### Work order
Copy out all of the records, exactly as they appear.

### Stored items
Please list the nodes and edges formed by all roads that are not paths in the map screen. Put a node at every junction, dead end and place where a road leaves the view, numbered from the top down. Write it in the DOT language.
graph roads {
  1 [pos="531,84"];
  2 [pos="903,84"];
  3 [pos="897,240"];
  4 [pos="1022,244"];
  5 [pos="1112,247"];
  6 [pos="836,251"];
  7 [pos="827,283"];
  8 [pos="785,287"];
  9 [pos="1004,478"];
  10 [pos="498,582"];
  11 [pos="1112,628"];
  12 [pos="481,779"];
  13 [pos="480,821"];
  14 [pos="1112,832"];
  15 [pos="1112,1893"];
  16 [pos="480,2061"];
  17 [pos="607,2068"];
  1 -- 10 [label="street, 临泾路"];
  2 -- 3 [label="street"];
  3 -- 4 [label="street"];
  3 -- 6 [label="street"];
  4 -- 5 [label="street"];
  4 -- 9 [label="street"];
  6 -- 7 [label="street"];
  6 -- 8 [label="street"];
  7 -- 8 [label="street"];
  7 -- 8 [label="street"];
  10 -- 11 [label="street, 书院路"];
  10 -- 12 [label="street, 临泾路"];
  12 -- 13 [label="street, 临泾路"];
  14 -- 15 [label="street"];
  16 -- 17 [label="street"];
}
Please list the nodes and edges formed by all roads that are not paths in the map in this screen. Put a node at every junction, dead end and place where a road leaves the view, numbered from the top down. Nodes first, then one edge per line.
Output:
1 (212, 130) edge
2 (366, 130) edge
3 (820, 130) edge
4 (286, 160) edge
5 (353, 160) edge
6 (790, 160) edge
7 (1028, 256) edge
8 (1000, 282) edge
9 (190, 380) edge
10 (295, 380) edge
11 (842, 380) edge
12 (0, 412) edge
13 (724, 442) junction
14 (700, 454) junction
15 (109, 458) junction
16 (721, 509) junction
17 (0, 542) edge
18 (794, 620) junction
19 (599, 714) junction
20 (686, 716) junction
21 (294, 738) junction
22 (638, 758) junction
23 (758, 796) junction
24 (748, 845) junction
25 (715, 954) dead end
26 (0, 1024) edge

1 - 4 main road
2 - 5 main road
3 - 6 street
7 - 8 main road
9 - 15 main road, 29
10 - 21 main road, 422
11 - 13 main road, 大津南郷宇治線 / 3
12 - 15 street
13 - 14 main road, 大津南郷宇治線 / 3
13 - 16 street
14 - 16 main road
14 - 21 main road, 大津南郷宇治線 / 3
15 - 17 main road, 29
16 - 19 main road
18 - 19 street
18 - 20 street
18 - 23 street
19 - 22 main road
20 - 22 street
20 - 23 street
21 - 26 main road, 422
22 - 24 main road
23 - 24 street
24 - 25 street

### Result below
Please list the nodes and edges formed by all roads that are not paths in the map screen. Put a node at every junction, dead end and place where a road leaves the view, numbered from the top down. Write it in the DOT language.
graph roads {
  1 [pos="531,84"];
  2 [pos="903,84"];
  3 [pos="897,240"];
  4 [pos="1022,244"];
  5 [pos="1112,247"];
  6 [pos="836,251"];
  7 [pos="827,283"];
  8 [pos="785,287"];
  9 [pos="1004,478"];
  10 [pos="498,582"];
  11 [pos="1112,628"];
  12 [pos="481,779"];
  13 [pos="480,821"];
  14 [pos="1112,832"];
  15 [pos="1112,1893"];
  16 [pos="480,2061"];
  17 [pos="607,2068"];
  1 -- 10 [label="street, 临泾路"];
  2 -- 3 [label="street"];
  3 -- 4 [label="street"];
  3 -- 6 [label="street"];
  4 -- 5 [label="street"];
  4 -- 9 [label="street"];
  6 -- 7 [label="street"];
  6 -- 8 [label="street"];
  7 -- 8 [label="street"];
  7 -- 8 [label="street"];
  10 -- 11 [label="street, 书院路"];
  10 -- 12 [label="street, 临泾路"];
  12 -- 13 [label="street, 临泾路"];
  14 -- 15 [label="street"];
  16 -- 17 [label="street"];
}
Please list the nodes and edges formed by all roads that are not paths in the map in this screen. Put a node at every junction, dead end and place where a road leaves the view, numbered from the top down. Nodes first, then one edge per line.
Output:
1 (212, 130) edge
2 (366, 130) edge
3 (820, 130) edge
4 (286, 160) edge
5 (353, 160) edge
6 (790, 160) edge
7 (1028, 256) edge
8 (1000, 282) edge
9 (190, 380) edge
10 (295, 380) edge
11 (842, 380) edge
12 (0, 412) edge
13 (724, 442) junction
14 (700, 454) junction
15 (109, 458) junction
16 (721, 509) junction
17 (0, 542) edge
18 (794, 620) junction
19 (599, 714) junction
20 (686, 716) junction
21 (294, 738) junction
22 (638, 758) junction
23 (758, 796) junction
24 (748, 845) junction
25 (715, 954) dead end
26 (0, 1024) edge

1 - 4 main road
2 - 5 main road
3 - 6 street
7 - 8 main road
9 - 15 main road, 29
10 - 21 main road, 422
11 - 13 main road, 大津南郷宇治線 / 3
12 - 15 street
13 - 14 main road, 大津南郷宇治線 / 3
13 - 16 street
14 - 16 main road
14 - 21 main road, 大津南郷宇治線 / 3
15 - 17 main road, 29
16 - 19 main road
18 - 19 street
18 - 20 street
18 - 23 street
19 - 22 main road
20 - 22 street
20 - 23 street
21 - 26 main road, 422
22 - 24 main road
23 - 24 street
24 - 25 street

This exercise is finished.